The campaign began last fall with a grassroots effort by health care interests across the state to press their legislators to support tort reform this year. It was followed with a Feb. 14 press conference in Nashville, where the American Medical Association declared Tennessee to be in a state of crisis as one of 16 states which lack liability reforms.
Nonetheless, a coalition of more than 40 health care entities across the state have already joined the effort. Many of the participants often have sharp differences between them; providers and insurance carriers, for example, are often at loggerheads, but they are uniting behind the bill.
The lead sponsor of the bill, Sen. Mark Norris, R-Collierville, begins a series of meetings later this month to refine the language of the bill. The Tennessee Health Care Association, which represents long-term care facilities, has several changes in mind, including changes to the discovery process that take the focus off clinical issues of a case.
A popular tactic in malpractice suits has been to demand corporate documents in an attempt to persuade juries that a nursing home provided negligent care in order to bolster profits, says Memphis attorney Rebecca Adelman.
"You bring in a corporate executive to talk about the company's incentive programs, and you are getting too far away from a patient's broken leg," she says. "It's all about getting the money in front of the jury, but we'd like to see the evidence limited to what's relevant to the case."
Another goal of the industry is to get a 90-day limit on expert testimony, instead of the year now allowed.
Also, nursing homes would like to include the protection of a health care provider to include nursing home management and vendors, who often get swept up in lawsuits.

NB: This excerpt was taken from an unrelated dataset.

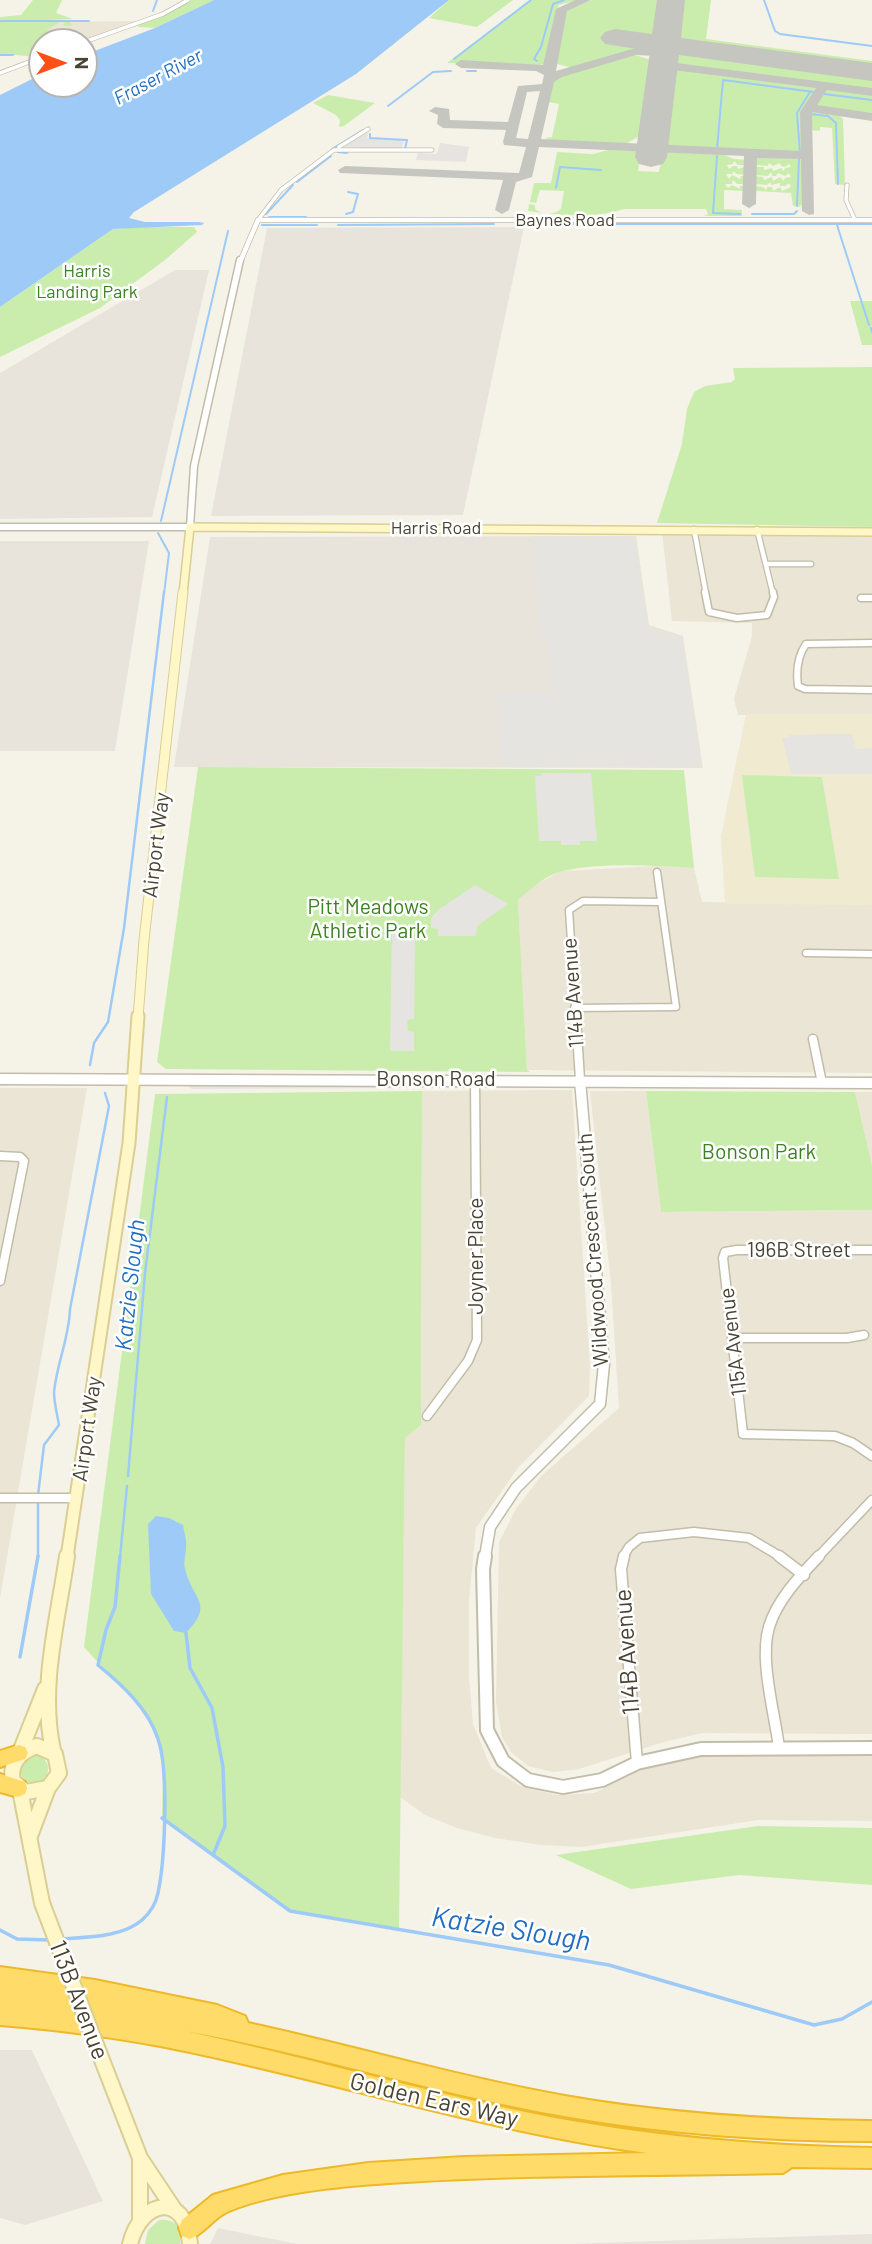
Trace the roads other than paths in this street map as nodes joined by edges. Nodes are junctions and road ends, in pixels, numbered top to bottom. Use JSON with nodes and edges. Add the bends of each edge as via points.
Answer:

It's likely that other supporters will want to tweak the bill, which runs the risk of creating something unwieldy with enough rules that plenty of legislators could find reason to object. The TMA's goal is to keep all the players focused on the core goal, which is limits on non-economic damages -- the so-called pain and suffering awards that generate lottery-sized awards, with at least a third going to the plaintiff attorney.
"It's pain and suffering where juries have the greatest difficulty finding something that's reasonable," says gastroenterologist Robert Kerlan of Memphis Medical Specialists. "We'd like to see a cap on that, which has grown 400% in 10 years."
Kerlan is also president of the Memphis Medical Society.
Part of the TMA strategy has been to get doctors across the state to stay on a message that resonates. They're armed with statistics that show a dearth of OB/GYN services, especially in rural areas; fewer young doctors are going into such a litigious field of medicine.
Obstetrics care is available within 30 minutes driving in most parts of the state. The greatest loss in rural communities, Kerlan says, is the family practice doctors -- trained in obstetrics -- who can no longer afford that insurance coverage so they simply drop it from their service list.
There are comparable shortages of doctors who will take on other high risk medicine. 100% of the state's high-risk cardiac surgeons have been sued in the last 10 years, as have most of the orthopedic surgeons, according to TMA.
"The question becomes, are all these people guilty of actual malpractice and negligence, just because they're involved in forms of care that are inherently risky?" Kerlan says. "Our best argument is the rural communities are not going to have OB/GYN care because of the cost of premiums."
Adelman sees the potential to get the bill out of the Senate Judiciary Committee and onto the floor for a vote, then have it later torpedoed because of one item: The bill in its current form seeks access to the plaintiff's medical records so defense attorneys can build their case.
That could run afoul of federal HIPAA regulations that govern privacy, and allow patients to control who gets to see their records.